2. Critical accounting estimates and judgements in applying accounting policies

Estimates, assumptions and judgements are used in the application of accounting policies in these financial statements. Critical accounting 
estimates are those which involve the most complex or subjective judgements or assessments. Estimates, assumptions and judgements are 
evaluated continually and are based on historical experience and other factors, including expectations of future events that are believed to 
be reasonable under the circumstances. Actual outcomes may differ from assumptions and estimates made by management.
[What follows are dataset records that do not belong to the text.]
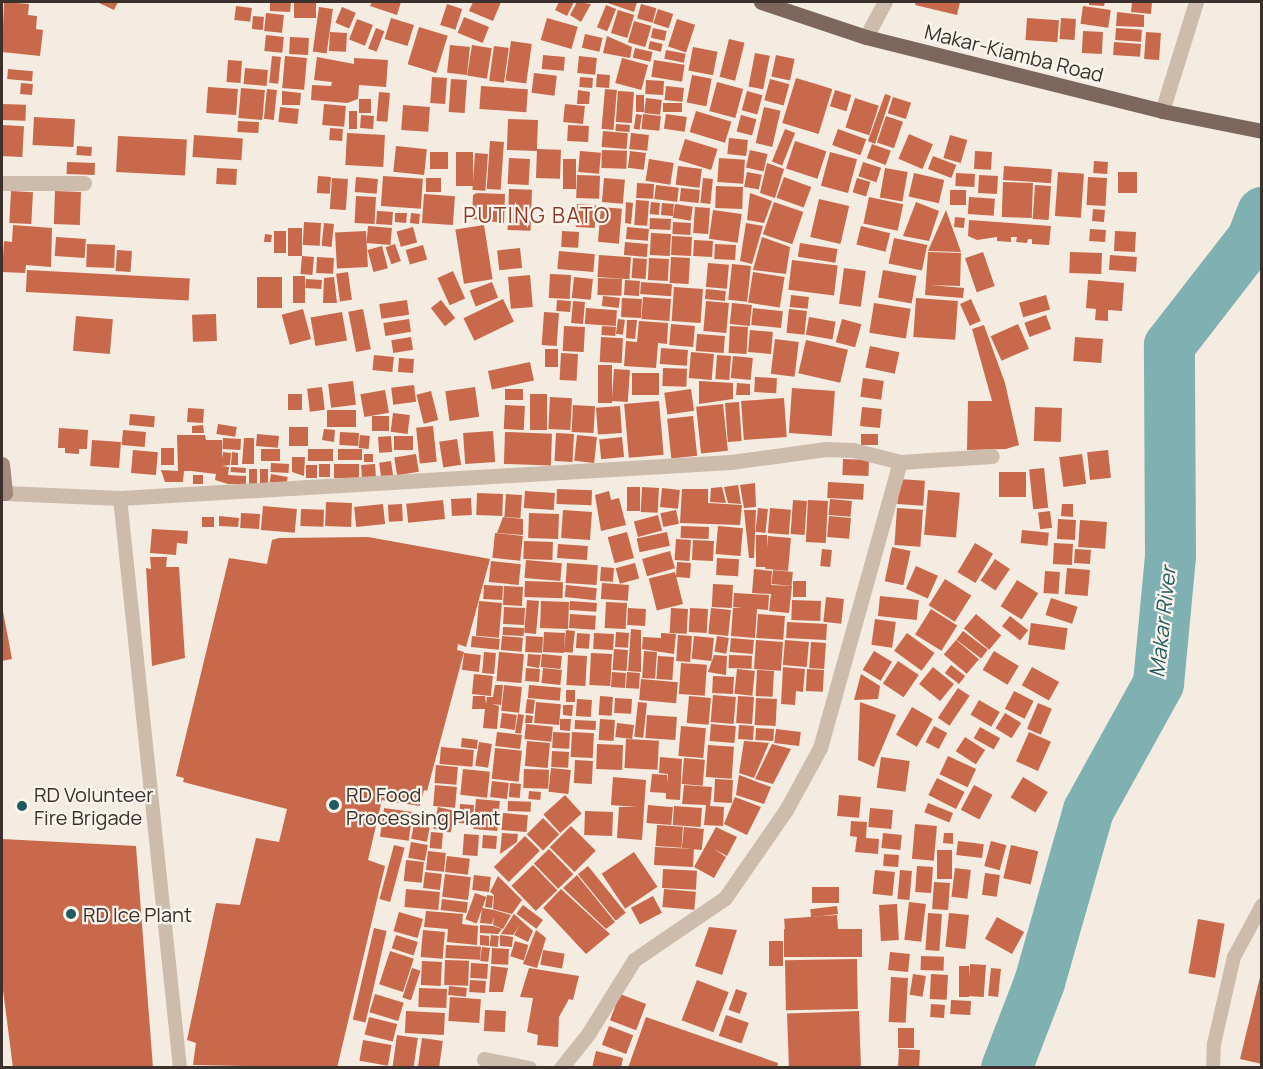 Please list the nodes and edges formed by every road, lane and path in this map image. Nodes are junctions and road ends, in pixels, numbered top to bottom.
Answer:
1 (761, 2) edge
2 (885, 2) edge
3 (1196, 2) edge
4 (781, 5) edge
5 (866, 37) junction
6 (1166, 112) junction
7 (1262, 131) edge
8 (2, 183) edge
9 (84, 183) dead end
10 (992, 456) dead end
11 (900, 462) junction
12 (2, 464) edge
13 (3, 493) edge
14 (120, 498) junction
15 (1262, 905) edge
16 (484, 1059) dead end
17 (180, 1068) edge
18 (529, 1068) edge
19 (561, 1068) edge
20 (1213, 1068) edge

1 - 4 main road, Makar-Kiamba Road
2 - 5 street
3 - 6 street
4 - 5 main road, Makar-Kiamba Road
5 - 6 main road, Makar-Kiamba Road
6 - 7 main road, Makar-Kiamba Road
8 - 9 street
10 - 11 street
11 - 14 street
11 - 19 street
12 - 13 street
13 - 14 street
14 - 17 lane
15 - 20 lane
16 - 18 street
2.1 Accounting estimates and assumptions
The principal areas in which the Group applies accounting estimates and assumptions are in deciding the type of management expenses 
that are treated as origination costs and the period of amortisation of deferred origination costs and deferred income. Estimates are also 
applied in determining the recoverability of deferred origination costs. 

2.1.1 Origination costs
Management expenses have been reviewed to determine the relationship of such expense to the issue of an investment contract. Certain 
expenses vary with the level of new business production and have been treated as origination costs. Other expenses are written off as 
incurred.

2.1.2 Amortisation of deferred origination costs and deferred income
Deferred origination costs and deferred income are amortised on a straight-line basis over the life of the underlying investment contract. 

2.1.3 Recoverability of deferred origination costs
Formal reviews to assess the recoverability of deferred origination costs on investment contracts are carried out at each balance sheet 
date to determine whether there is any indication of impairment based on the estimated future income levels. 

If, based upon a review of the remaining contracts, there is any other indication of irrecoverability or impairment, the contract’s recoverable 
amount is estimated. Impairment losses are reversed through the consolidated statement of comprehensive income if there is a change in 
the estimates used to determine the recoverable amount. Such losses are reversed only to the extent that the contract’s carrying amount 
does not exceed the carrying amount that would have been determined, net of amortisation where applicable, if no impairment loss had 
been recognised. 

2.2 Judgements

The primary areas in which the Group has applied judgement in applying accounting policies are as follows:

•  The classification of contracts between insurance and investment business. All contracts are treated as investment contracts as they do 
  not transfer significant insurance risk;

•  The fair value of certain financial investments. Where the Directors determine that there is no active market for a particular financial  

instrument, fair value is assessed using valuation techniques based on available relevant information and an appraisal of all associated  
risks. This process requires the exercise of significant judgement on the part of Directors, as is discussed further in note 3.5 to these  

  consolidated financial statements and;

•  To determine whether a provision is required in respect of any pending or threatened litigation, which is addressed in note 26.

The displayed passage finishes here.